Connecticut-based portrait and sports photographer Christopher Beauchamp‘s recent project is a perfect example of why you should never stop exercising your creative mind and, more importantly, never give up on your work.
Chris was traveling all over the world working on a mixed stills & motion campaign for a big pharma company, with one of the locations being Bogota, Colombia. Chris immediately made a connection with a Colombian rock climber he had previously photographed to see about opportunities to shoot for a few days after his client project wrapped up. As luck would have it, his friend would be in town and they planned a little climbing rendezvous.

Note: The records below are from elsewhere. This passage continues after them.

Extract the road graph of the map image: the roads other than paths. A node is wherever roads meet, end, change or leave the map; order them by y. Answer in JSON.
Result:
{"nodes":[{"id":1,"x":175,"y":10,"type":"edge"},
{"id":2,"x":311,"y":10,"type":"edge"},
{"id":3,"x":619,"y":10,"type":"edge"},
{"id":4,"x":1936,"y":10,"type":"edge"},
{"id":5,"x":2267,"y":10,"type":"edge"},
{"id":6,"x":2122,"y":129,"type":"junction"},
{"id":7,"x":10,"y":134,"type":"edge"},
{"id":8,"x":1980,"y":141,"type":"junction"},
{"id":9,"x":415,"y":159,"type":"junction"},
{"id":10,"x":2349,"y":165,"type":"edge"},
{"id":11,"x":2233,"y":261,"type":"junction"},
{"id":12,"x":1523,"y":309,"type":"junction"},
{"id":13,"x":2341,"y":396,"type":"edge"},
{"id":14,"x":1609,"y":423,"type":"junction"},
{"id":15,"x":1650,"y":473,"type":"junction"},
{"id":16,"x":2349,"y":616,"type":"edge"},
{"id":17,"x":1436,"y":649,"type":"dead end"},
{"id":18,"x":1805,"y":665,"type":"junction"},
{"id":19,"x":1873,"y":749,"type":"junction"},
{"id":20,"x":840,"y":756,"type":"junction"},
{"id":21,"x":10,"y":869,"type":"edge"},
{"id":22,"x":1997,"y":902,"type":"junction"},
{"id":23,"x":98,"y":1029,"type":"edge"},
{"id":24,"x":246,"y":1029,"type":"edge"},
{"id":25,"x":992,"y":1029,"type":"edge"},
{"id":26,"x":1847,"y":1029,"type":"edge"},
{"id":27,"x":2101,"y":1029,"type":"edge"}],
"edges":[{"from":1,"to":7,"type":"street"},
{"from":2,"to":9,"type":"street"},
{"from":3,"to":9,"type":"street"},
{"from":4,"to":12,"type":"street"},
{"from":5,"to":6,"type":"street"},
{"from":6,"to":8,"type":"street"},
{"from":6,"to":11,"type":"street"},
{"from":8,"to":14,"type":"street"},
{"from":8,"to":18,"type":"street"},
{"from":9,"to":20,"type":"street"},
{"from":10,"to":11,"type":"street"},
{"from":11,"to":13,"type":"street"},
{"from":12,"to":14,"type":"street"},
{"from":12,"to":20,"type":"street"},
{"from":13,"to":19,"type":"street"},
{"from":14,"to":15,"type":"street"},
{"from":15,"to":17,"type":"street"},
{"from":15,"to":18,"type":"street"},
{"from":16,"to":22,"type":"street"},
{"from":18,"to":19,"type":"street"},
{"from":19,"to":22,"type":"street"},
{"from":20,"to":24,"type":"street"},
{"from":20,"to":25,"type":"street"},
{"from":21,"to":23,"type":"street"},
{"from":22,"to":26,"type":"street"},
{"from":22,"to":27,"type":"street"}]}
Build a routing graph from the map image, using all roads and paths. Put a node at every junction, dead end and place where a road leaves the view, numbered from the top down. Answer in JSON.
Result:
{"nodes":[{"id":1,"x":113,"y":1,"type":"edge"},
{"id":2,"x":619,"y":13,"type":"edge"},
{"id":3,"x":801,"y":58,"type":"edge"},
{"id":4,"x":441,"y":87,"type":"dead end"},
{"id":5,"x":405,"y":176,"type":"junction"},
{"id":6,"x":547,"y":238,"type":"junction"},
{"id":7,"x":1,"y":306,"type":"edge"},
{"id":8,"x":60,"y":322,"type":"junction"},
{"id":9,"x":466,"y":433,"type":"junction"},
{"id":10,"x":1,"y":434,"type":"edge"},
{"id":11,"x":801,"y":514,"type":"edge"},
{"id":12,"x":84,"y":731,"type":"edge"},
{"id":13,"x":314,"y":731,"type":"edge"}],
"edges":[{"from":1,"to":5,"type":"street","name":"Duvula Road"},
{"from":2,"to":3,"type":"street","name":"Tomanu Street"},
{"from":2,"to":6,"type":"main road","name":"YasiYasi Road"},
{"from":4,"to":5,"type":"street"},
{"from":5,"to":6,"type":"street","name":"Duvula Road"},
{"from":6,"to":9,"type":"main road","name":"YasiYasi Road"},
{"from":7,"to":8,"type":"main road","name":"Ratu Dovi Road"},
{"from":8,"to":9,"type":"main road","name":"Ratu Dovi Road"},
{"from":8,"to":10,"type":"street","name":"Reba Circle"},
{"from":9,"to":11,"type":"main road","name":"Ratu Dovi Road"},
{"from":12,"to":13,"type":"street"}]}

With this shoot, Chris had one specific objective in mind: to recreate a fuzzy cell phone shot of the statue of the virgin overlooking the cliff at Suesca (where they were shooting) that he saw somewhere on the internet:
I immediately knew the shot I wanted to create, how I wanted to light it, how I wanted that image to feel. Ultimately I believe I was 100% successful in realizing that vision. So often I feel like we (photographers) work hard and come really, really close to achieving a vision, but it’s rare when you get to exactly where you were aspiring to go with an image. Unless, of course, it’s a big production advertising type shoot where every detail has been meticulously orchestrated, but to pull it off on your own without the production support, in the Colombian jungle, is a big win in my book.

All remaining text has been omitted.